- Opening Delimiter -

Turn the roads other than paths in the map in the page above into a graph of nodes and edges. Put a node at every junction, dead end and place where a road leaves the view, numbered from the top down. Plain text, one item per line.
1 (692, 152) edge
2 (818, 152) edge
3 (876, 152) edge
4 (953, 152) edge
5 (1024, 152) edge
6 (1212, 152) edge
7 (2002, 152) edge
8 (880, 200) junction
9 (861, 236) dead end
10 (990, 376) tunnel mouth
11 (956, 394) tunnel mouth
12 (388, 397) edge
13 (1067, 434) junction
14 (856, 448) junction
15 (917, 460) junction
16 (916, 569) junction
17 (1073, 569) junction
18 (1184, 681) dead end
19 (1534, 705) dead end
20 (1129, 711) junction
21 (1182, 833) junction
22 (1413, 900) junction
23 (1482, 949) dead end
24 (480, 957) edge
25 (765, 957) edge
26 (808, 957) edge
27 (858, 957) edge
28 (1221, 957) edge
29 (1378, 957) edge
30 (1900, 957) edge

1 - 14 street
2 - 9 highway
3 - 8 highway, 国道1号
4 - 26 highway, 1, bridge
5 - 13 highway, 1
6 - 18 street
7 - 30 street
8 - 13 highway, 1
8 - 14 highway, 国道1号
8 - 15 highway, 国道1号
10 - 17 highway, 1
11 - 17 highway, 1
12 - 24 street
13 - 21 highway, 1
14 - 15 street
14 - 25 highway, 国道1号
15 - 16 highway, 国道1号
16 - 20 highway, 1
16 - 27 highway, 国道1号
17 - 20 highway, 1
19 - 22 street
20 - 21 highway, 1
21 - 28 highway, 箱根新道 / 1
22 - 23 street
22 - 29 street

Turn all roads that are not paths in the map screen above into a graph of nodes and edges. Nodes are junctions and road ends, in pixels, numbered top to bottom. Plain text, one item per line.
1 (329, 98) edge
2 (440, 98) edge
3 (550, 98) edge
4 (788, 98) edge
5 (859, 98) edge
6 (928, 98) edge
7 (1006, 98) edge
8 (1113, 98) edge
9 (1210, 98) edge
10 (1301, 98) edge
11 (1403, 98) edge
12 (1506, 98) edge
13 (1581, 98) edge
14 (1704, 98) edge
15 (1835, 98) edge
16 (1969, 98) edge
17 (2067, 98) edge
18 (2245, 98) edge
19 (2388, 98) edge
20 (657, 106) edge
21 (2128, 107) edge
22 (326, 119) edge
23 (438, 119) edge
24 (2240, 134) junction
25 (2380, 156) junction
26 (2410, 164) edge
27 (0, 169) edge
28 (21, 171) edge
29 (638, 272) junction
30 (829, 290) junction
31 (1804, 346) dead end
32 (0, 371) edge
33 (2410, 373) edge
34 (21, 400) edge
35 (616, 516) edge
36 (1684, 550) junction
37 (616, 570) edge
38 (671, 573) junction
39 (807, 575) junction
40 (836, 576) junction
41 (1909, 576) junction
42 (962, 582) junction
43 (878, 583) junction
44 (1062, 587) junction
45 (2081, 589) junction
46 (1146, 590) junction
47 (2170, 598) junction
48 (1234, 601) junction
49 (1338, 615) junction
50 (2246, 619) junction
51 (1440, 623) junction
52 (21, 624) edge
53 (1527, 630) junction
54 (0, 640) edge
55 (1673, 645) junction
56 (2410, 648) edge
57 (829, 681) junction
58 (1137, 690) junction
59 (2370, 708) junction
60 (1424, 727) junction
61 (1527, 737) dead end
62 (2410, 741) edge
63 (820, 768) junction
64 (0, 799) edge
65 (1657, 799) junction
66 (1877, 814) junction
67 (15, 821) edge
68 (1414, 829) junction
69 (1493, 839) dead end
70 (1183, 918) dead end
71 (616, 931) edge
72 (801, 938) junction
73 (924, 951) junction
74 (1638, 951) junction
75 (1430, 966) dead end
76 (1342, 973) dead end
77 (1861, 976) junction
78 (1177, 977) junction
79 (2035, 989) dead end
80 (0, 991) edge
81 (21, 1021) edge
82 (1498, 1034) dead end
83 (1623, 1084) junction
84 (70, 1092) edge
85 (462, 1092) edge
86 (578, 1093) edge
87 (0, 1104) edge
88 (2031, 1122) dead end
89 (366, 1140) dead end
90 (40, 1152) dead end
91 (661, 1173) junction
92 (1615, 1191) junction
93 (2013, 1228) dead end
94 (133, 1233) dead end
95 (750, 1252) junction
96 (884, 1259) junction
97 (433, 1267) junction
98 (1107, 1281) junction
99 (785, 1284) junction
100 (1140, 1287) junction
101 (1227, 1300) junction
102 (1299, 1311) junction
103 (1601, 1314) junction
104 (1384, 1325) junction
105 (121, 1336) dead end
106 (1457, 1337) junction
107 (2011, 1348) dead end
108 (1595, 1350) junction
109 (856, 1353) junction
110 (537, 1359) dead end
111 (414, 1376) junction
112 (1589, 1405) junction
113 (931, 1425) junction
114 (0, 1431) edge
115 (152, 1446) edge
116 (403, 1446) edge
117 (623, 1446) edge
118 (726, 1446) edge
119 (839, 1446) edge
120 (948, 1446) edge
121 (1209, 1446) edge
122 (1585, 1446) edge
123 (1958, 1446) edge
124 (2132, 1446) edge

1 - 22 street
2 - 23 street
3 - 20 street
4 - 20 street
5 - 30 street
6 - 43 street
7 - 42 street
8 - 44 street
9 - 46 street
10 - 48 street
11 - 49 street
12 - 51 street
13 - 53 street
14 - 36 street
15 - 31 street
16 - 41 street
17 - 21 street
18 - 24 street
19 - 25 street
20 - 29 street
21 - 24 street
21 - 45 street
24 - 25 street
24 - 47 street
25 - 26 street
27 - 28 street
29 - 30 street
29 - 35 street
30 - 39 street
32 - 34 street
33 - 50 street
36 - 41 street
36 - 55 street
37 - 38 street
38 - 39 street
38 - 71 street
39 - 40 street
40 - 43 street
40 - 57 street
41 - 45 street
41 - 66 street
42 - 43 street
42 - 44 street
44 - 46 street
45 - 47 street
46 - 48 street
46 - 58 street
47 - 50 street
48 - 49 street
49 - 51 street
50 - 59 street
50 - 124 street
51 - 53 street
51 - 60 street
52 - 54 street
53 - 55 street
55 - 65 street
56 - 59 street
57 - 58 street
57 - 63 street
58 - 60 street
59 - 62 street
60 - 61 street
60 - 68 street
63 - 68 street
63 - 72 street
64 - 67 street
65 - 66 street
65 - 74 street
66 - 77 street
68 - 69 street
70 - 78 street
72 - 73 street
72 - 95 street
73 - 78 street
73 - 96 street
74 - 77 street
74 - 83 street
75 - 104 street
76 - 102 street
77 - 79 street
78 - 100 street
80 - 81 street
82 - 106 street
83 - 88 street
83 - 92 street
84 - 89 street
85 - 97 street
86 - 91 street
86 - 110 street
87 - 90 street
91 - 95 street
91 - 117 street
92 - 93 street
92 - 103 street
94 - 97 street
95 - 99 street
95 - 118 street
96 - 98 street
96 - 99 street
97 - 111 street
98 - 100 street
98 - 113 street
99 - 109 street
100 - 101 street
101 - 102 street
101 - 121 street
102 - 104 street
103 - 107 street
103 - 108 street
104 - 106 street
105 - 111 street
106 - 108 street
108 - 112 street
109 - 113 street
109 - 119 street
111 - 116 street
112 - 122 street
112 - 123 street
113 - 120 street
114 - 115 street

- Closing Delimiter -

* ABOUT THIS TASK
With nothing left out, return each entry exactly.

* RESULT OF THE EXERCISE
Turn the roads other than paths in the map in the page above into a graph of nodes and edges. Put a node at every junction, dead end and place where a road leaves the view, numbered from the top down. Plain text, one item per line.
1 (692, 152) edge
2 (818, 152) edge
3 (876, 152) edge
4 (953, 152) edge
5 (1024, 152) edge
6 (1212, 152) edge
7 (2002, 152) edge
8 (880, 200) junction
9 (861, 236) dead end
10 (990, 376) tunnel mouth
11 (956, 394) tunnel mouth
12 (388, 397) edge
13 (1067, 434) junction
14 (856, 448) junction
15 (917, 460) junction
16 (916, 569) junction
17 (1073, 569) junction
18 (1184, 681) dead end
19 (1534, 705) dead end
20 (1129, 711) junction
21 (1182, 833) junction
22 (1413, 900) junction
23 (1482, 949) dead end
24 (480, 957) edge
25 (765, 957) edge
26 (808, 957) edge
27 (858, 957) edge
28 (1221, 957) edge
29 (1378, 957) edge
30 (1900, 957) edge

1 - 14 street
2 - 9 highway
3 - 8 highway, 国道1号
4 - 26 highway, 1, bridge
5 - 13 highway, 1
6 - 18 street
7 - 30 street
8 - 13 highway, 1
8 - 14 highway, 国道1号
8 - 15 highway, 国道1号
10 - 17 highway, 1
11 - 17 highway, 1
12 - 24 street
13 - 21 highway, 1
14 - 15 street
14 - 25 highway, 国道1号
15 - 16 highway, 国道1号
16 - 20 highway, 1
16 - 27 highway, 国道1号
17 - 20 highway, 1
19 - 22 street
20 - 21 highway, 1
21 - 28 highway, 箱根新道 / 1
22 - 23 street
22 - 29 street

Turn all roads that are not paths in the map screen above into a graph of nodes and edges. Nodes are junctions and road ends, in pixels, numbered top to bottom. Plain text, one item per line.
1 (329, 98) edge
2 (440, 98) edge
3 (550, 98) edge
4 (788, 98) edge
5 (859, 98) edge
6 (928, 98) edge
7 (1006, 98) edge
8 (1113, 98) edge
9 (1210, 98) edge
10 (1301, 98) edge
11 (1403, 98) edge
12 (1506, 98) edge
13 (1581, 98) edge
14 (1704, 98) edge
15 (1835, 98) edge
16 (1969, 98) edge
17 (2067, 98) edge
18 (2245, 98) edge
19 (2388, 98) edge
20 (657, 106) edge
21 (2128, 107) edge
22 (326, 119) edge
23 (438, 119) edge
24 (2240, 134) junction
25 (2380, 156) junction
26 (2410, 164) edge
27 (0, 169) edge
28 (21, 171) edge
29 (638, 272) junction
30 (829, 290) junction
31 (1804, 346) dead end
32 (0, 371) edge
33 (2410, 373) edge
34 (21, 400) edge
35 (616, 516) edge
36 (1684, 550) junction
37 (616, 570) edge
38 (671, 573) junction
39 (807, 575) junction
40 (836, 576) junction
41 (1909, 576) junction
42 (962, 582) junction
43 (878, 583) junction
44 (1062, 587) junction
45 (2081, 589) junction
46 (1146, 590) junction
47 (2170, 598) junction
48 (1234, 601) junction
49 (1338, 615) junction
50 (2246, 619) junction
51 (1440, 623) junction
52 (21, 624) edge
53 (1527, 630) junction
54 (0, 640) edge
55 (1673, 645) junction
56 (2410, 648) edge
57 (829, 681) junction
58 (1137, 690) junction
59 (2370, 708) junction
60 (1424, 727) junction
61 (1527, 737) dead end
62 (2410, 741) edge
63 (820, 768) junction
64 (0, 799) edge
65 (1657, 799) junction
66 (1877, 814) junction
67 (15, 821) edge
68 (1414, 829) junction
69 (1493, 839) dead end
70 (1183, 918) dead end
71 (616, 931) edge
72 (801, 938) junction
73 (924, 951) junction
74 (1638, 951) junction
75 (1430, 966) dead end
76 (1342, 973) dead end
77 (1861, 976) junction
78 (1177, 977) junction
79 (2035, 989) dead end
80 (0, 991) edge
81 (21, 1021) edge
82 (1498, 1034) dead end
83 (1623, 1084) junction
84 (70, 1092) edge
85 (462, 1092) edge
86 (578, 1093) edge
87 (0, 1104) edge
88 (2031, 1122) dead end
89 (366, 1140) dead end
90 (40, 1152) dead end
91 (661, 1173) junction
92 (1615, 1191) junction
93 (2013, 1228) dead end
94 (133, 1233) dead end
95 (750, 1252) junction
96 (884, 1259) junction
97 (433, 1267) junction
98 (1107, 1281) junction
99 (785, 1284) junction
100 (1140, 1287) junction
101 (1227, 1300) junction
102 (1299, 1311) junction
103 (1601, 1314) junction
104 (1384, 1325) junction
105 (121, 1336) dead end
106 (1457, 1337) junction
107 (2011, 1348) dead end
108 (1595, 1350) junction
109 (856, 1353) junction
110 (537, 1359) dead end
111 (414, 1376) junction
112 (1589, 1405) junction
113 (931, 1425) junction
114 (0, 1431) edge
115 (152, 1446) edge
116 (403, 1446) edge
117 (623, 1446) edge
118 (726, 1446) edge
119 (839, 1446) edge
120 (948, 1446) edge
121 (1209, 1446) edge
122 (1585, 1446) edge
123 (1958, 1446) edge
124 (2132, 1446) edge

1 - 22 street
2 - 23 street
3 - 20 street
4 - 20 street
5 - 30 street
6 - 43 street
7 - 42 street
8 - 44 street
9 - 46 street
10 - 48 street
11 - 49 street
12 - 51 street
13 - 53 street
14 - 36 street
15 - 31 street
16 - 41 street
17 - 21 street
18 - 24 street
19 - 25 street
20 - 29 street
21 - 24 street
21 - 45 street
24 - 25 street
24 - 47 street
25 - 26 street
27 - 28 street
29 - 30 street
29 - 35 street
30 - 39 street
32 - 34 street
33 - 50 street
36 - 41 street
36 - 55 street
37 - 38 street
38 - 39 street
38 - 71 street
39 - 40 street
40 - 43 street
40 - 57 street
41 - 45 street
41 - 66 street
42 - 43 street
42 - 44 street
44 - 46 street
45 - 47 street
46 - 48 street
46 - 58 street
47 - 50 street
48 - 49 street
49 - 51 street
50 - 59 street
50 - 124 street
51 - 53 street
51 - 60 street
52 - 54 street
53 - 55 street
55 - 65 street
56 - 59 street
57 - 58 street
57 - 63 street
58 - 60 street
59 - 62 street
60 - 61 street
60 - 68 street
63 - 68 street
63 - 72 street
64 - 67 street
65 - 66 street
65 - 74 street
66 - 77 street
68 - 69 street
70 - 78 street
72 - 73 street
72 - 95 street
73 - 78 street
73 - 96 street
74 - 77 street
74 - 83 street
75 - 104 street
76 - 102 street
77 - 79 street
78 - 100 street
80 - 81 street
82 - 106 street
83 - 88 street
83 - 92 street
84 - 89 street
85 - 97 street
86 - 91 street
86 - 110 street
87 - 90 street
91 - 95 street
91 - 117 street
92 - 93 street
92 - 103 street
94 - 97 street
95 - 99 street
95 - 118 street
96 - 98 street
96 - 99 street
97 - 111 street
98 - 100 street
98 - 113 street
99 - 109 street
100 - 101 street
101 - 102 street
101 - 121 street
102 - 104 street
103 - 107 street
103 - 108 street
104 - 106 street
105 - 111 street
106 - 108 street
108 - 112 street
109 - 113 street
109 - 119 street
111 - 116 street
112 - 122 street
112 - 123 street
113 - 120 street
114 - 115 street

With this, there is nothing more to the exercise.